#### Work task
Work out the number of lines with the word "HAJI" in the material below, then reply with that number only.
■ ■ ■ ■
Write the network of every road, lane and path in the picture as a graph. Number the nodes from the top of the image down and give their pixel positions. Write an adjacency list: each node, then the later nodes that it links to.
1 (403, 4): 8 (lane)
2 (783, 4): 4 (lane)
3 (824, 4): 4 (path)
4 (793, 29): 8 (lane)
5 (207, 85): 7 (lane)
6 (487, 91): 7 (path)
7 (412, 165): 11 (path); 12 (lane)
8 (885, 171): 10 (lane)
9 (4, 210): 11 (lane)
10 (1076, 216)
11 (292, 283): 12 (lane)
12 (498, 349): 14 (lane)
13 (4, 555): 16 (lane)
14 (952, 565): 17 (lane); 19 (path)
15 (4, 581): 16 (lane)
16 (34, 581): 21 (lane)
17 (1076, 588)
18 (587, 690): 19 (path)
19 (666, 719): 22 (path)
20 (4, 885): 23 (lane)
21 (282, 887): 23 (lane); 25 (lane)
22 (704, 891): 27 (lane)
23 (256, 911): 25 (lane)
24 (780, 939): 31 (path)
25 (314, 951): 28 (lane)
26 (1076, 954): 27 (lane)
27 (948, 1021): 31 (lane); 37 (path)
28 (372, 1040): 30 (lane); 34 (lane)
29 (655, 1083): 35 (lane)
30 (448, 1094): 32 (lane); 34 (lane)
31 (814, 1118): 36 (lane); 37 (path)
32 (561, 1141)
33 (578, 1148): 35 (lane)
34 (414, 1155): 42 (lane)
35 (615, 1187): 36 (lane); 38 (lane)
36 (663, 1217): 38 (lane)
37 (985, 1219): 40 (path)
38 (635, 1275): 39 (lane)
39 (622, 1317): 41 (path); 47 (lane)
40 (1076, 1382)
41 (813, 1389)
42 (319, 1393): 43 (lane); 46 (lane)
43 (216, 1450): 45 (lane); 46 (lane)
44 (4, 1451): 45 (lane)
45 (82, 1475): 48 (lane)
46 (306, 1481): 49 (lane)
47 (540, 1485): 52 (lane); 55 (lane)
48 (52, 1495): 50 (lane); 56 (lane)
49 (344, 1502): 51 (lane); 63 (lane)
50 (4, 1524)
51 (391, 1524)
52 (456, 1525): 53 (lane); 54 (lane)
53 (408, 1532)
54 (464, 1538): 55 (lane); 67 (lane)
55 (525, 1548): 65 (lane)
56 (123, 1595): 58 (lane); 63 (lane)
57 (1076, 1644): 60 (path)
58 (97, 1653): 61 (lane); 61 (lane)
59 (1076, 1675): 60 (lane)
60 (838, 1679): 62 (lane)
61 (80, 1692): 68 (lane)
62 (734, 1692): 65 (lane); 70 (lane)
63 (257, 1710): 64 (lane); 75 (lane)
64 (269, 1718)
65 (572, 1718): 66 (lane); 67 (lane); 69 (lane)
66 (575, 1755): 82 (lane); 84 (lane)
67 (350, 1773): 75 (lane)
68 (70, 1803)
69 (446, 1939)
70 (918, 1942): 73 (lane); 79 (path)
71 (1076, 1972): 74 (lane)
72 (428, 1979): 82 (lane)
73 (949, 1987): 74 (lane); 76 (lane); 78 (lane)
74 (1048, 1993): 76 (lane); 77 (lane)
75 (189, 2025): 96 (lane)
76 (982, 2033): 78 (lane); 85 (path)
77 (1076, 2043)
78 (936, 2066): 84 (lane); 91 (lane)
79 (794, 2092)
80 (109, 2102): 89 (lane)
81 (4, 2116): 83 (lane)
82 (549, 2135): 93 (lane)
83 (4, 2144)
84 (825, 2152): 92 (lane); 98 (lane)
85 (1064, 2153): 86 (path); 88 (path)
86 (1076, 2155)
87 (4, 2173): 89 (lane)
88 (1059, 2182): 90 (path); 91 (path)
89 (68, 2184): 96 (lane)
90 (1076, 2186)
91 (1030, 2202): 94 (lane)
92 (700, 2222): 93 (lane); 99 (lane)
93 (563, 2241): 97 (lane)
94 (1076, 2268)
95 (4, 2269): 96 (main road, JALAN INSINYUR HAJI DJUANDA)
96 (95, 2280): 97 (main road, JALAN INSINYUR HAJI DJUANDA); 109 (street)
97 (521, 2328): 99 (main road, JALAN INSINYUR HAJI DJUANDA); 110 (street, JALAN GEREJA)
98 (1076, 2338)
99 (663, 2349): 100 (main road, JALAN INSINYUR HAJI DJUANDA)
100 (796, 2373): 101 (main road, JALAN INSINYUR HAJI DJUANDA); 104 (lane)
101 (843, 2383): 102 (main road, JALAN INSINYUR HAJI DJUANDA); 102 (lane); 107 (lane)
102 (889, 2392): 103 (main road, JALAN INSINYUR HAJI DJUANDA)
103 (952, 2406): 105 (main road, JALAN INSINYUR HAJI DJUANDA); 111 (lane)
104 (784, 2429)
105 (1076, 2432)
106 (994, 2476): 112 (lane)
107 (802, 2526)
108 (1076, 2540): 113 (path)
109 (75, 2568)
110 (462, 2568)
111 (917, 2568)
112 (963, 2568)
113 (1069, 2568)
■ ■ ■ ■
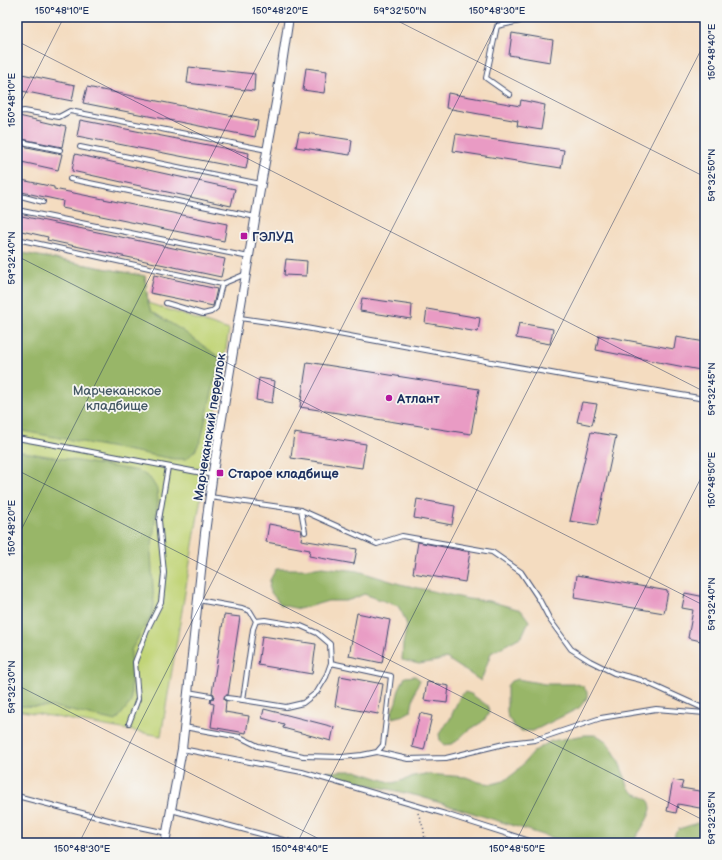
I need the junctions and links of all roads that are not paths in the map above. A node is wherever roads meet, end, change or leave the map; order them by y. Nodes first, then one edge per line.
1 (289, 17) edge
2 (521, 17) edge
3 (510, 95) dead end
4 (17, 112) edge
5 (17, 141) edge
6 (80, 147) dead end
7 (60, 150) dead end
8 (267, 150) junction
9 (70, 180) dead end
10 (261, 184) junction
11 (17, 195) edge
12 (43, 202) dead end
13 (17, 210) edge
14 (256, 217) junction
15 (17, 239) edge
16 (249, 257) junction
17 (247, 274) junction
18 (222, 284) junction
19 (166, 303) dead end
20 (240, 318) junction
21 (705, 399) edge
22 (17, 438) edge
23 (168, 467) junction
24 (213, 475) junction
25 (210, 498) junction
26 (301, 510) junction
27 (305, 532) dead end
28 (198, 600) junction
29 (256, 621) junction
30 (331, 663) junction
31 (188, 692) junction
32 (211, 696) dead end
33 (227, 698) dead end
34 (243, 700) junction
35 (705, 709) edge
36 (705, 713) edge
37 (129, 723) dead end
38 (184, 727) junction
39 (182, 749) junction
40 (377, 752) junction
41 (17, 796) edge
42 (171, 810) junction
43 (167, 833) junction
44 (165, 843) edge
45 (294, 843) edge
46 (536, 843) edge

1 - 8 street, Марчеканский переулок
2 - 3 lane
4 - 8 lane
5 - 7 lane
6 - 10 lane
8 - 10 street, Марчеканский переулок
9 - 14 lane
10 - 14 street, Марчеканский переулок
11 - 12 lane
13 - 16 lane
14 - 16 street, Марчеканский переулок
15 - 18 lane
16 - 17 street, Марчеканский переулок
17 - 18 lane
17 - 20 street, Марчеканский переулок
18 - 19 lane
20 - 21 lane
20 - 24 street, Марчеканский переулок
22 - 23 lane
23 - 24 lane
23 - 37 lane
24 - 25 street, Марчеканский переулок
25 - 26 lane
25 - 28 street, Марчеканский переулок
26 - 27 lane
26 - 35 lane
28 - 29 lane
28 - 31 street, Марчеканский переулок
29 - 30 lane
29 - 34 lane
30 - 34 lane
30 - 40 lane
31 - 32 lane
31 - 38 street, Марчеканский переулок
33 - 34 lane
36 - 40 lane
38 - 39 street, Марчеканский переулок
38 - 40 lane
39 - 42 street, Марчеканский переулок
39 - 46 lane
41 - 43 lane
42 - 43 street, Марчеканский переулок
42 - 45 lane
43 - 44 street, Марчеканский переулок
■ ■ ■ ■
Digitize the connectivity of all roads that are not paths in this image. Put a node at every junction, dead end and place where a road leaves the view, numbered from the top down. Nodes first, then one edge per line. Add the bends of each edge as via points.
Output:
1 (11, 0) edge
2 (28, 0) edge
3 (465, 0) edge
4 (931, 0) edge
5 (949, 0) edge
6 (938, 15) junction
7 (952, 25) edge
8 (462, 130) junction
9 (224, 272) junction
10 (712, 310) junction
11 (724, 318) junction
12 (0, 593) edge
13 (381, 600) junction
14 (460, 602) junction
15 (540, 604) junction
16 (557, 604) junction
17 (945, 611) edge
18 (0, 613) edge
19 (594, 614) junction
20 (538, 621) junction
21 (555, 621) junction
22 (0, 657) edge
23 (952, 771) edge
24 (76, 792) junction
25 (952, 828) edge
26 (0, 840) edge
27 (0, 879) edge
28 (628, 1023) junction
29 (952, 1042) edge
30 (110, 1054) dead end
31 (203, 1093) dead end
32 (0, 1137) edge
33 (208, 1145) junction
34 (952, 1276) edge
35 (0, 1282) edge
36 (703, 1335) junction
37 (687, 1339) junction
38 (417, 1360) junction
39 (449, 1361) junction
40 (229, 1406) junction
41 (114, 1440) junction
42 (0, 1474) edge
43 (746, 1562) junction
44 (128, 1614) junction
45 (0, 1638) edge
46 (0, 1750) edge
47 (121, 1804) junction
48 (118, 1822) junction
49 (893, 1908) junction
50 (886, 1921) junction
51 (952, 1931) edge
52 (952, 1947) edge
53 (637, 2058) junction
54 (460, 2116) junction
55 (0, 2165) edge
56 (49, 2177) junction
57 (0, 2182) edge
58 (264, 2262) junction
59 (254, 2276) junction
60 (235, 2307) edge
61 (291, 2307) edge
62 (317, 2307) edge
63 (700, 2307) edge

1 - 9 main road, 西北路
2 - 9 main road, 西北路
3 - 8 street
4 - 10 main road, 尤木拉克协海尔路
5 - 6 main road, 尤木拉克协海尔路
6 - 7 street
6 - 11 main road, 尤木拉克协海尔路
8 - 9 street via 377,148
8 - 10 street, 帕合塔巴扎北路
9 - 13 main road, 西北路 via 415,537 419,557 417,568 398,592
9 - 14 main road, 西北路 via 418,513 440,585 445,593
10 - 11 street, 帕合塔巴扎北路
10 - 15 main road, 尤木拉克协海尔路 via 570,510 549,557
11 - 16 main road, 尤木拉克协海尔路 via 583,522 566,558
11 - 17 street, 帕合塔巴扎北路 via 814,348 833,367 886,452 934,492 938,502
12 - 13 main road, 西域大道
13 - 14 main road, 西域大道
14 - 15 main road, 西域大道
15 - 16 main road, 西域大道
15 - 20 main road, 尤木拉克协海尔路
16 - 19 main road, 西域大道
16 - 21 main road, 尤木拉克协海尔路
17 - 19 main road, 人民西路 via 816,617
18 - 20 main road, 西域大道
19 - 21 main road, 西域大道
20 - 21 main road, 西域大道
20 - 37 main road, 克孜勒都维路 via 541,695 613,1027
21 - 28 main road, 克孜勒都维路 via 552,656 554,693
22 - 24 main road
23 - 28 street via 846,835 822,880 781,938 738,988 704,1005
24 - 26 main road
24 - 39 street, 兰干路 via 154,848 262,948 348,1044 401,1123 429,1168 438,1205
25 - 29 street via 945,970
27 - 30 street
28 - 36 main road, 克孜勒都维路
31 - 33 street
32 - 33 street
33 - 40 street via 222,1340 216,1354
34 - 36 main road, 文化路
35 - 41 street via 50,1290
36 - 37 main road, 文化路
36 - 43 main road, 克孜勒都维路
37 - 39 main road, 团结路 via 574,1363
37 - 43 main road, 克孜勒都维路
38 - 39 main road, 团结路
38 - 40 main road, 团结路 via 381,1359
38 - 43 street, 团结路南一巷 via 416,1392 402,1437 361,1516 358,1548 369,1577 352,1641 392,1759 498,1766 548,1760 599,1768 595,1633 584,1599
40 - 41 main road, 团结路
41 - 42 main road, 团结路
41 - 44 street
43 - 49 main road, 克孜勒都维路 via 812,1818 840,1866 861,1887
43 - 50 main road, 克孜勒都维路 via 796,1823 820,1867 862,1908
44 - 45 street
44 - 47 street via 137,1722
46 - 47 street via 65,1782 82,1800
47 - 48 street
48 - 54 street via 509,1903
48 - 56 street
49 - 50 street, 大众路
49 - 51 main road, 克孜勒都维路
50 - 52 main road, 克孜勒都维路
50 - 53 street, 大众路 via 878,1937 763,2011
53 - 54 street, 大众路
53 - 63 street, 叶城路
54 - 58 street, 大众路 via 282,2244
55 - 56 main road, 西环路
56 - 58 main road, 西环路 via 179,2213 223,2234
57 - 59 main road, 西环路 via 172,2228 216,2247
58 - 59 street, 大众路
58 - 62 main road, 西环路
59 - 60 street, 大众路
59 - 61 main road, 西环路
■ ■ ■ ■
#### Problem solution
8